Partridge hunting can be a difficult thing. Chasing those small brown and tan chickens through the woods is sometimes a very frustrating experience, even if you have fully prepared for, and researched, the hunt. When starting out, a dog spoiled me by letting me know when a grouse was nearby. She was a great companion that taught me many lessons and will surely never be replaced– I think her last lesson was to teach me how to find small game on my own. Over many seasons spent in the woods, with both successful and unsuccessful trips, I have come to realize certain patterns and tricks for finding birds.
1. Habitat- Look in wet places; I will often jump multiple grouse after originally only spotting one, so be ready.
2. Trees- Do not only look on the ground. Partridge will often sit up in trees and you can commonly see groups of 4 or 5 of them in the same one.
3. Listen- I cannot count how many birds I have found by hearing them walk in the leaves.
4. Time and Temperature- Pay attention to both of these. You will start to notice a pattern of when certain roads and areas "turn on."

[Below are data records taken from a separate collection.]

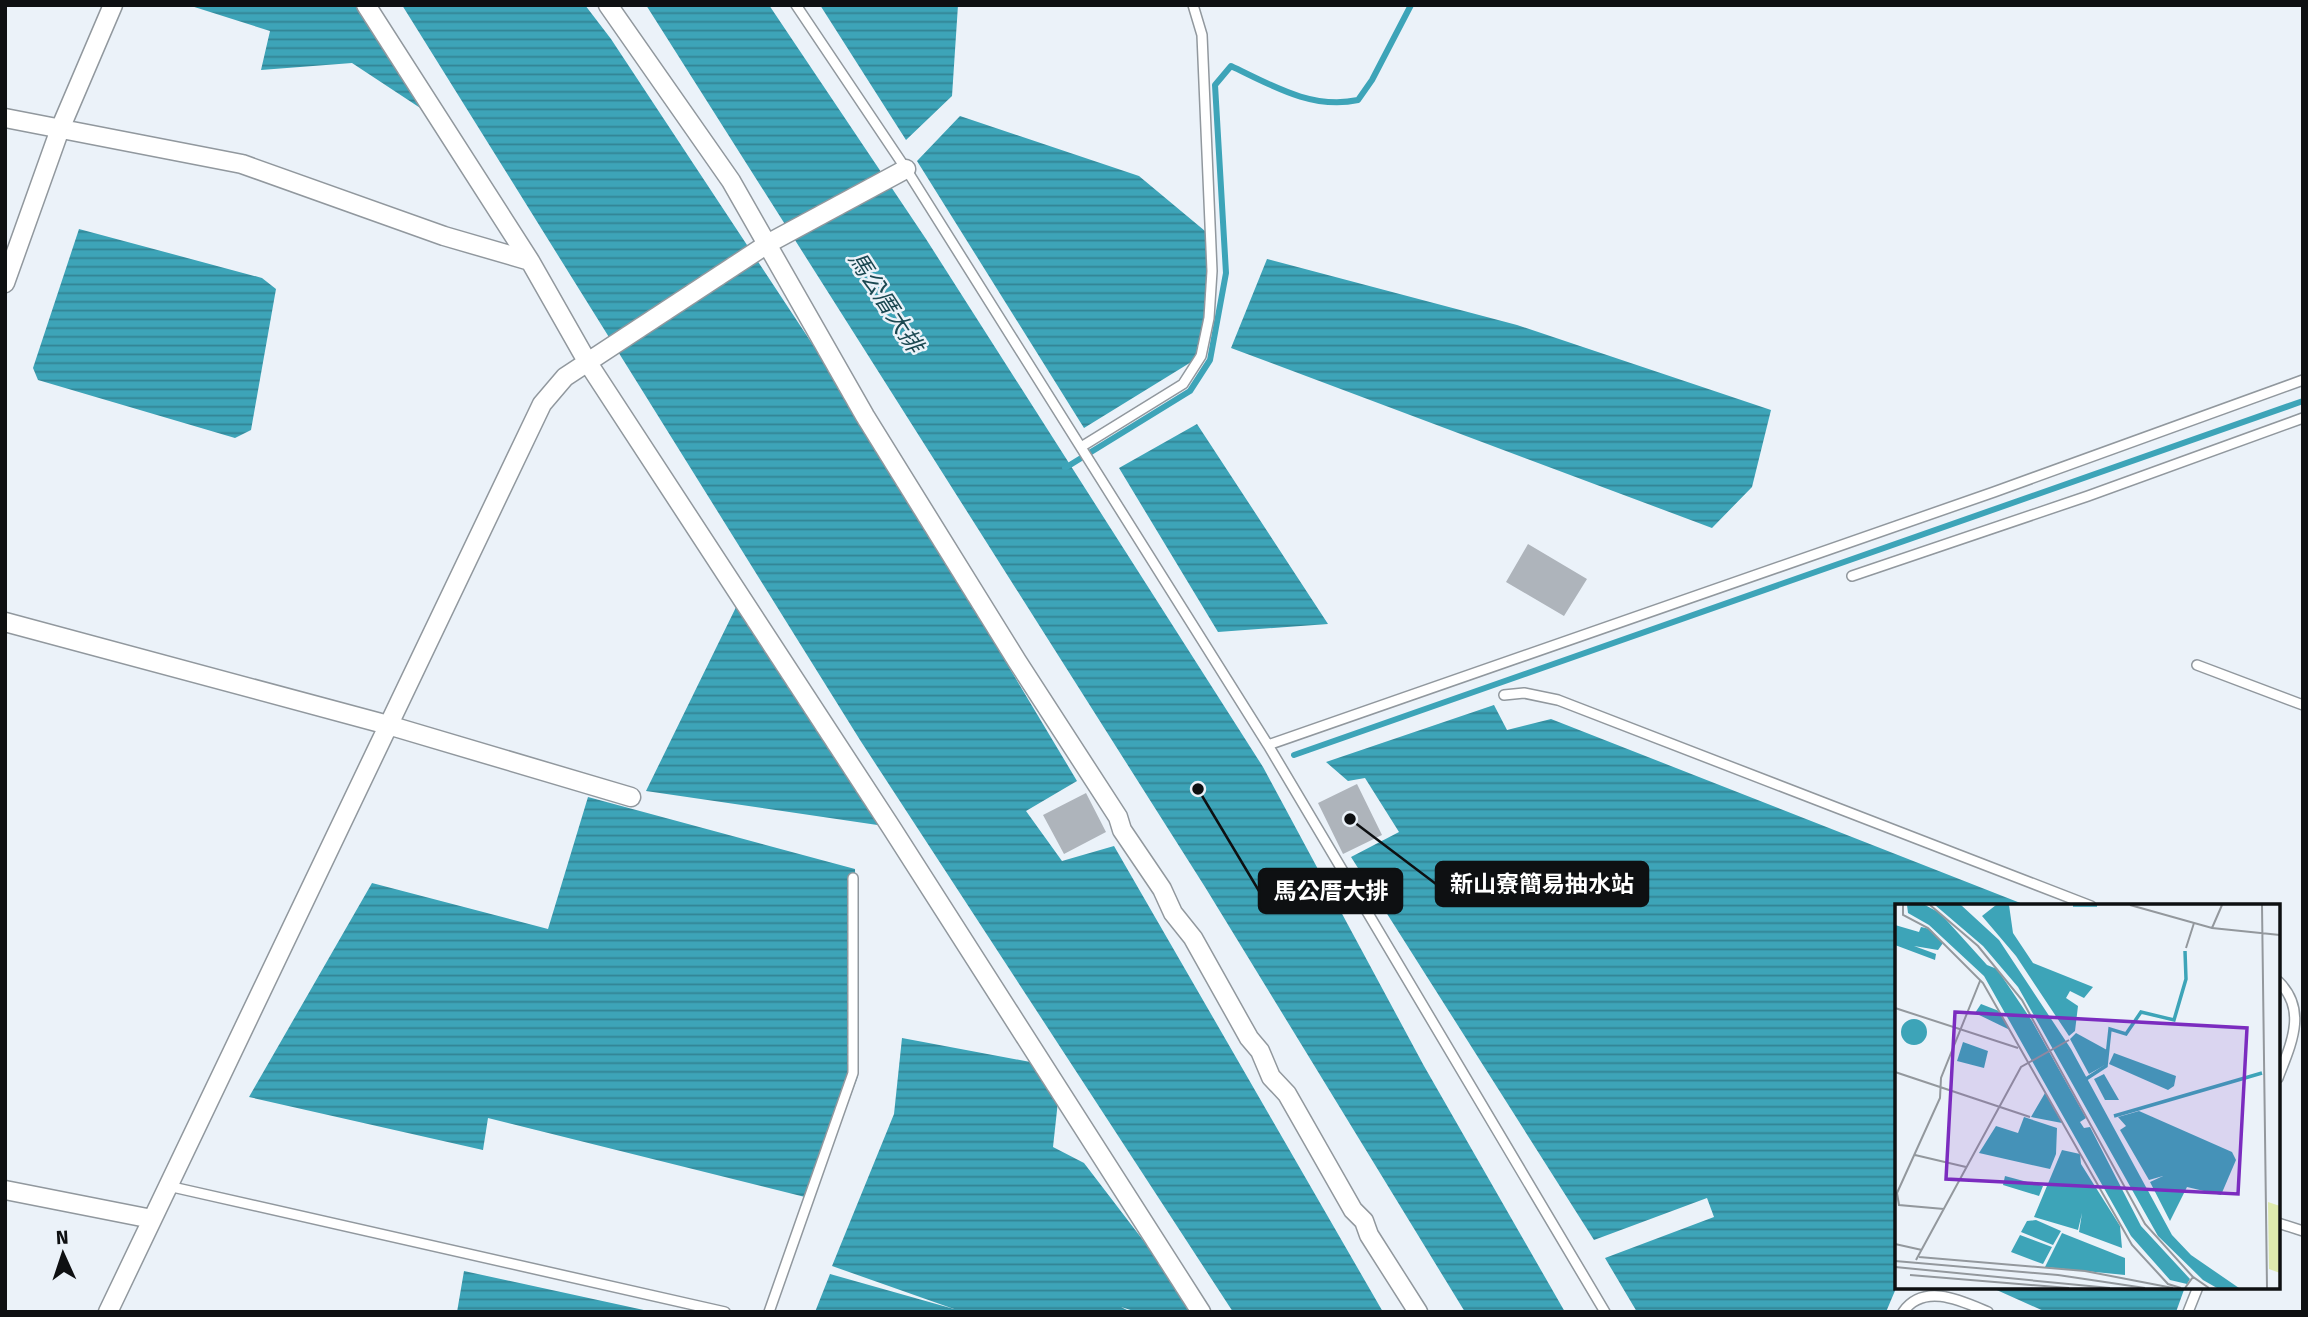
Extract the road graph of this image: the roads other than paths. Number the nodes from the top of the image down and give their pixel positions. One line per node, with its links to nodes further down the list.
1 (113, 5): 7 (street)
2 (366, 5): 10 (street)
3 (608, 5): 9 (street)
4 (796, 5): 8 (lane)
5 (1193, 5): 15 (lane)
6 (5, 118): 7 (street)
7 (60, 129): 10 (street); 11 (street)
8 (906, 169): 9 (street); 15 (lane)
9 (769, 243): 12 (street); 38 (street)
10 (530, 261): 12 (street)
11 (5, 283)
12 (588, 363): 21 (street); 37 (street)
13 (2303, 380): 22 (lane)
14 (2303, 418): 16 (lane)
15 (1081, 447): 22 (lane)
16 (1852, 576)
17 (5, 622): 21 (street)
18 (2197, 665): 20 (lane)
19 (1504, 695): 25 (lane)
20 (2303, 705)
21 (388, 725): 23 (street); 28 (street)
22 (1268, 745): 39 (lane)
23 (631, 797)
24 (853, 878): 36 (lane)
25 (2086, 904)
26 (2280, 983): 27 (lane)
27 (2280, 1073)
28 (168, 1185): 30 (street); 35 (lane)
29 (5, 1190): 30 (street)
30 (152, 1219): 34 (street)
31 (2280, 1224): 32 (lane)
32 (2303, 1231)
33 (2197, 1289): 42 (lane)
34 (108, 1312)
35 (725, 1312)
36 (769, 1312)
37 (1201, 1312)
38 (1418, 1312)
39 (1605, 1312)
40 (1903, 1312): 41 (lane)
41 (1988, 1312)
42 (2188, 1312)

5. Stop- When walking, a bird will hold up and wait for you to pass by. If you stop, it will get nervous and bust, giving you your shot.
6. Look- Let yourself take everything in and your eyes will pick up on movement– usually the neck and head.
7. Search- It is very easy to lose a bird after it has been shot. If possible, they will always find fallen trees or brush to bury themselves under, so take your time and search these areas and you will usually walk out with one in hand.